Junction with the cityscape
Work through the night, and the break of dawn brings a sense of day folding into day. We design interiors with a feeling for their place in a town’s plan; their furniture and fixtures becoming the landscape. Each part stands on its own, deeply linked by circumstance; separate, but continuously connected. That contiguity, that connection between clothing, dining, and greenery, while each thing speaks for itself, is what this project is about.
We regarded the built interior and its components the way we looked at the site within the geography. Relationships form within and without the structure, between the building, its garden, and beyond them, to the city. The rooftop becomes part of the shop’s interior design, a pergola enclosing the architecture and attaching it to its environment.
By crossing the limits that define such spaces, our aim was a commercial establishment that gave rise to new kinds of experiences.

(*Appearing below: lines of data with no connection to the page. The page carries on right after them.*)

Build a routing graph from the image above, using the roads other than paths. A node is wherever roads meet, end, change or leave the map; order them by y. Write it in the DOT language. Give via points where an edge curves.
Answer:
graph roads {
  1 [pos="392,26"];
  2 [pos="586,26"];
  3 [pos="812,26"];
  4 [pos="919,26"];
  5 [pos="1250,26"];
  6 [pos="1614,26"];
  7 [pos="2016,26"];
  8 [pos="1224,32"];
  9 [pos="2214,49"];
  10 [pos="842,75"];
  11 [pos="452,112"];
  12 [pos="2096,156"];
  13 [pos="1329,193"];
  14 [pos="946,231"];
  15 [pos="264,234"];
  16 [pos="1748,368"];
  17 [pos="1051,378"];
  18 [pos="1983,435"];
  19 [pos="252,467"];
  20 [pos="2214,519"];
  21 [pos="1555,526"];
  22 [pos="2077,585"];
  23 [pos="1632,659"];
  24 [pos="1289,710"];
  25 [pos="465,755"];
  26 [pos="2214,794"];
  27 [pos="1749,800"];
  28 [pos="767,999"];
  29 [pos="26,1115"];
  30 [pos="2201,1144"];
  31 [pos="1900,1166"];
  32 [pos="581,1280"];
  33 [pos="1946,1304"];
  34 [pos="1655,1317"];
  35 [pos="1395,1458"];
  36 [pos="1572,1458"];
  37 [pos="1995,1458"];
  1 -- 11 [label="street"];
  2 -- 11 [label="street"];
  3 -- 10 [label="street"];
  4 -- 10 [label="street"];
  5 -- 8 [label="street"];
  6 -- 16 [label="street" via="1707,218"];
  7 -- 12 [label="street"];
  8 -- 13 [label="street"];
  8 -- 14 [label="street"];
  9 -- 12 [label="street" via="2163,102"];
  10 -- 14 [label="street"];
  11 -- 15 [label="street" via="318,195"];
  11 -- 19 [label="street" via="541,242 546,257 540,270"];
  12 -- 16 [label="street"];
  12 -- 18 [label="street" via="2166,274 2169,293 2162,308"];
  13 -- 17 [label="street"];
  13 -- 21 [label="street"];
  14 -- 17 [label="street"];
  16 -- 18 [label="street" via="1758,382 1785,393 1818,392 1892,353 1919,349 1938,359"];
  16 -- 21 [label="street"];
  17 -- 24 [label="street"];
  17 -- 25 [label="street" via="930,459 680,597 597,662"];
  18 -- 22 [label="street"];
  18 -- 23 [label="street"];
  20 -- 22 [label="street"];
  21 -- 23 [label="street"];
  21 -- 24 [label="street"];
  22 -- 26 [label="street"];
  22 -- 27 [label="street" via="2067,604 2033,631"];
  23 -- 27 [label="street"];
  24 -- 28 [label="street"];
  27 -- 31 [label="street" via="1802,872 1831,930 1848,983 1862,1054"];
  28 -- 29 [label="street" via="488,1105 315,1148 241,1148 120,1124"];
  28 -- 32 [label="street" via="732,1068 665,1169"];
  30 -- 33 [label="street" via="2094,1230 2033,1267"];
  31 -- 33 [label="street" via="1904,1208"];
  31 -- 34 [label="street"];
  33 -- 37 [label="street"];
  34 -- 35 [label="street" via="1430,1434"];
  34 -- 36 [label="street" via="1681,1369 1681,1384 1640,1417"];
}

That inexpressible first awareness of the flow of days that accompanies the exhilaration of greeting the dawn is the recognition of a continuity between things thought to be separate. Perhaps drawing a line from the clothing we wear, to the coffee we enjoy, to watering the plants in our midst, can enhance the rewards of fulfillment contained within the commonplace.
Interior design isn’t just about putting things in a space, but about a space’s attachment to its surrounding, its role in the cityscape, the way it generates living energy. Perhaps by exploring these continuities we are working toward an urban environment we’ve yet to see realized.